PROMPT: Retype the records in full, keeping each character as it is.
------ RECORDS FOR THIS EXERCISE ------
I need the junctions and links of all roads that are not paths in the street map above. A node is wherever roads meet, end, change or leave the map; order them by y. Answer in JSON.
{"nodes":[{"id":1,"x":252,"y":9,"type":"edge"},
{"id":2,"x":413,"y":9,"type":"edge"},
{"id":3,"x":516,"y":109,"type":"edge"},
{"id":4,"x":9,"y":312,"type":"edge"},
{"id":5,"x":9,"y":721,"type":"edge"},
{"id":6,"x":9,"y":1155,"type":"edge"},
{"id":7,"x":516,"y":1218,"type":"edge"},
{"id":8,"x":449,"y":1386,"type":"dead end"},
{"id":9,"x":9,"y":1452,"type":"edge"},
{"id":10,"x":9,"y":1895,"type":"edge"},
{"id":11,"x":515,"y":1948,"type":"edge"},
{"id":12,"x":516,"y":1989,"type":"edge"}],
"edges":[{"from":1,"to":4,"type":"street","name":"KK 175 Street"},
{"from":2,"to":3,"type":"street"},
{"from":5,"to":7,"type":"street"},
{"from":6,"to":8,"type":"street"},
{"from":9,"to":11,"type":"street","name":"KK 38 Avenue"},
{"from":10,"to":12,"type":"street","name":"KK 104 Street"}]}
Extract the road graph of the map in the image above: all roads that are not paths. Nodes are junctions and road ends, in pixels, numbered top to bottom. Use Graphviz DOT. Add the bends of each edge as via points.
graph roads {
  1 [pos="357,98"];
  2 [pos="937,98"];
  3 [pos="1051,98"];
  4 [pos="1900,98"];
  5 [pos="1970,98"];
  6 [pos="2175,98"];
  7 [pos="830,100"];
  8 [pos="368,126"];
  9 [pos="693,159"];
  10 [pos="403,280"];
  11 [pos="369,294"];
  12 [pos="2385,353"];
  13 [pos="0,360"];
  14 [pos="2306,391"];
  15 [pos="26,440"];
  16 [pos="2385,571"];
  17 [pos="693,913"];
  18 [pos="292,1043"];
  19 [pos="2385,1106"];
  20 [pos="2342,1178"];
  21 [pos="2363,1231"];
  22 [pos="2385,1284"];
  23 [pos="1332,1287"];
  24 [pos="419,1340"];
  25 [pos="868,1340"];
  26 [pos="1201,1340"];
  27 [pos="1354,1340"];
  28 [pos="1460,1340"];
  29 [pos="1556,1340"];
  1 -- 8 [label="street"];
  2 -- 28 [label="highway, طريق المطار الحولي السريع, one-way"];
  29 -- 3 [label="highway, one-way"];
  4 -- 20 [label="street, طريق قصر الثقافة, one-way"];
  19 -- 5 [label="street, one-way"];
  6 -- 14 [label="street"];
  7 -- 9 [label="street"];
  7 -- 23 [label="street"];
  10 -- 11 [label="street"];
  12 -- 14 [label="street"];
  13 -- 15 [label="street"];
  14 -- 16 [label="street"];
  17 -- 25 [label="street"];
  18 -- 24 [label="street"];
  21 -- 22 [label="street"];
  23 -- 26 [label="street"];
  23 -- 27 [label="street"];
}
------
COMPLETED TASK:
I need the junctions and links of all roads that are not paths in the street map above. A node is wherever roads meet, end, change or leave the map; order them by y. Answer in JSON.
{"nodes":[{"id":1,"x":252,"y":9,"type":"edge"},
{"id":2,"x":413,"y":9,"type":"edge"},
{"id":3,"x":516,"y":109,"type":"edge"},
{"id":4,"x":9,"y":312,"type":"edge"},
{"id":5,"x":9,"y":721,"type":"edge"},
{"id":6,"x":9,"y":1155,"type":"edge"},
{"id":7,"x":516,"y":1218,"type":"edge"},
{"id":8,"x":449,"y":1386,"type":"dead end"},
{"id":9,"x":9,"y":1452,"type":"edge"},
{"id":10,"x":9,"y":1895,"type":"edge"},
{"id":11,"x":515,"y":1948,"type":"edge"},
{"id":12,"x":516,"y":1989,"type":"edge"}],
"edges":[{"from":1,"to":4,"type":"street","name":"KK 175 Street"},
{"from":2,"to":3,"type":"street"},
{"from":5,"to":7,"type":"street"},
{"from":6,"to":8,"type":"street"},
{"from":9,"to":11,"type":"street","name":"KK 38 Avenue"},
{"from":10,"to":12,"type":"street","name":"KK 104 Street"}]}
Extract the road graph of the map in the image above: all roads that are not paths. Nodes are junctions and road ends, in pixels, numbered top to bottom. Use Graphviz DOT. Add the bends of each edge as via points.
graph roads {
  1 [pos="357,98"];
  2 [pos="937,98"];
  3 [pos="1051,98"];
  4 [pos="1900,98"];
  5 [pos="1970,98"];
  6 [pos="2175,98"];
  7 [pos="830,100"];
  8 [pos="368,126"];
  9 [pos="693,159"];
  10 [pos="403,280"];
  11 [pos="369,294"];
  12 [pos="2385,353"];
  13 [pos="0,360"];
  14 [pos="2306,391"];
  15 [pos="26,440"];
  16 [pos="2385,571"];
  17 [pos="693,913"];
  18 [pos="292,1043"];
  19 [pos="2385,1106"];
  20 [pos="2342,1178"];
  21 [pos="2363,1231"];
  22 [pos="2385,1284"];
  23 [pos="1332,1287"];
  24 [pos="419,1340"];
  25 [pos="868,1340"];
  26 [pos="1201,1340"];
  27 [pos="1354,1340"];
  28 [pos="1460,1340"];
  29 [pos="1556,1340"];
  1 -- 8 [label="street"];
  2 -- 28 [label="highway, طريق المطار الحولي السريع, one-way"];
  29 -- 3 [label="highway, one-way"];
  4 -- 20 [label="street, طريق قصر الثقافة, one-way"];
  19 -- 5 [label="street, one-way"];
  6 -- 14 [label="street"];
  7 -- 9 [label="street"];
  7 -- 23 [label="street"];
  10 -- 11 [label="street"];
  12 -- 14 [label="street"];
  13 -- 15 [label="street"];
  14 -- 16 [label="street"];
  17 -- 25 [label="street"];
  18 -- 24 [label="street"];
  21 -- 22 [label="street"];
  23 -- 26 [label="street"];
  23 -- 27 [label="street"];
}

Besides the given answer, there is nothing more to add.